Roman Loranc


Bloomsbury Review
By John A. Murray
November/December 2003

Over the course of his or her lifetime, a reviewer encounters a wide variety of books. Most are good. Some are excellent. A select handful are cherished, forever, and are eagerly shared with family and close friends. Two-Hearted Oak is such a volume. This is, quite simply, the finest book by a contemporary artist that I have ever reviewed. I say that both as a contributing editor to TBR for some 17 years and as a landscape and wildlife photographer who has illustrated a dozen nature books myself.

Let us begin with the photographer. Roman Loranc was born in Bielsko-Biala, Poland, in 1956. He emigrated to the United States in 1981. In 1984 he moved to California, and shortly thereafter fell in love with the Central Valley. Loranc was ultimately drawn to the national wildlife refuges located in the region. He was especially attracted to the season of winter. This is the "dormant" period in middle California, when the valley oaks are bereft of leaves--revealing their baroque architecture--and the migrating birds gather in biblical flocks and the morning fog hangs long over the meadows and woodlands. It is a sorrowful, besieged time of year. For many months, the austere landscape serves as a powerful metaphor as much as it presents a particular earthly vision.

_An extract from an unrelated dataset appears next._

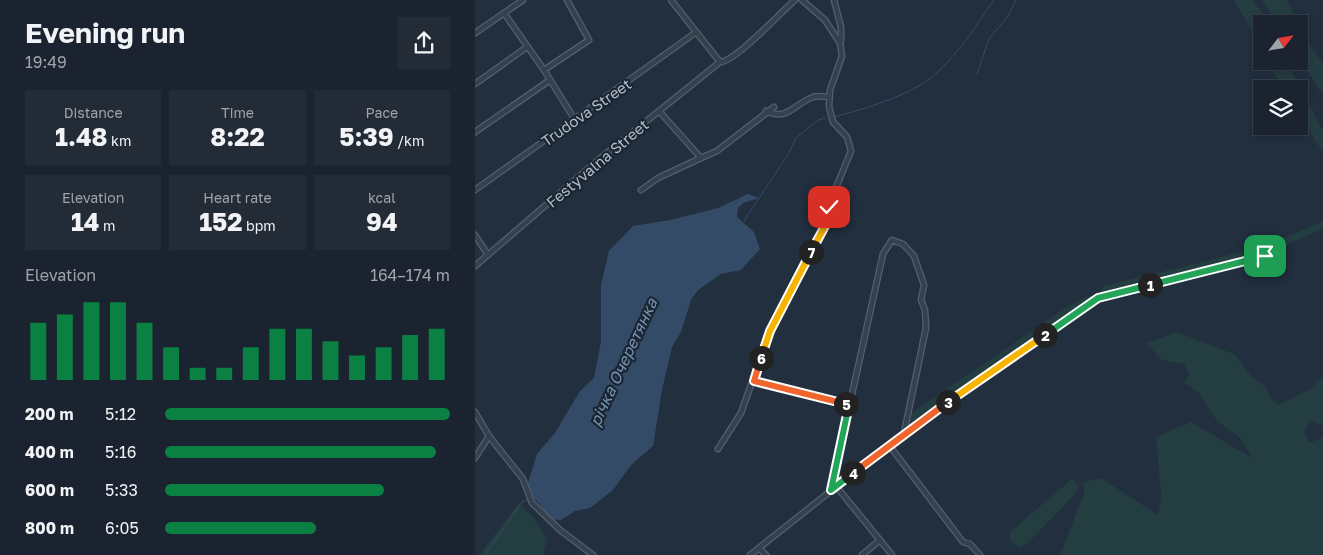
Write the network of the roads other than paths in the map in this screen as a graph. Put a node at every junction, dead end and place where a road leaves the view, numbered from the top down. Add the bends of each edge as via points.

The unique suite of black-and-white landscapes from the Central Valley brings to mind the work of several other western photographers (Philip Hyde, Morley Baer, and John Sexton.) There is, however, something else at work here. Loranc's lens finds a bleakness that is more northern European than Californian in sensibility, with its characteristic brightness. The desolate images variously evoke, among other art forms, the later poetry of Theodore Roethke, a certain well-known opera by Franz Schubert, and the early tempera landscapes of Andrew Wyeth. Sadness, emptiness, dislocation--they are all here, in rather monumental form, and yet so are truth and beauty. The book is, in its visual totality, an essay on hope that, ironically, appears at first glance to be as gloomy as a chapter in an Emile Brontë novel. It is a tribute to the photographer's skill that he is able, in keeping with Pascal's maxim, to touch both extremes simultaneously, and thus achieve excellence.

A representative image is Crucified Landscape, San Joaquin Valley, 1998. The photographer presents a vast, cultured vineyard.The immaculate rows are spread out evenly beneath a tremendous sky filled with foreboding darkness and a loose scattering of electric white clouds. This might be Eden after the fall, or the last stubborn remnant of civilization. Among the selected European images included at the end of the book, Road to Home, Poland 2001 stands out. The towering birch trees along the narrow dirt road, and the certain gulf beyond, summon all the silent gravity in the poetry of Loranc's nobel-winning countryman, Czeslaw Milosz.

For those with technical interest, Loranc shoots with a 4x5 Linhof. He tones his prints with sepia and selenium. In the darkroom he has no set formula-- actively turning from the more scientific technique of Ansel Adams and others--and opts for a carefree, natural approach that, nevertheless, produces images of tremendous virtuousity.

The text by his wife, Lillian Vallee, is exquisitely written, and the book is handsomely produced. If it were easy to do, everybody would publish books like this all the time. But it is not easy, and books like this are as rare as a wild, free-ranging grizzly bear in the state that features a grizzly bear on its state flag. I eagerly look forward to the next volume of photographs by this incredible genius, and I sincerely hope that Roman Loranc exhibits his work in a fine arts gallery in Denver in the near future.

A final note: This is a work of art that is married to a practical and political purpose. In this respect, the photographer is following in the tradition of such predecessors as Dorothea Lange and Ansel Adams, both of whom used their cameras and their reputations to document the injustices of Manzanar in the 1940s. The photographer and his wife--we learn in the afterword--have published this volume as much to alert the public to the environmental challenges facing the Central Valley wetlands as to share with us these enduring works of art. Accordingly, a significant percentage of the proceeds will be devoted to wetlands restoration at the San Luis and San Joaquin National Wildlife Refuges in Merced and Stanislaus Counties. Bravo!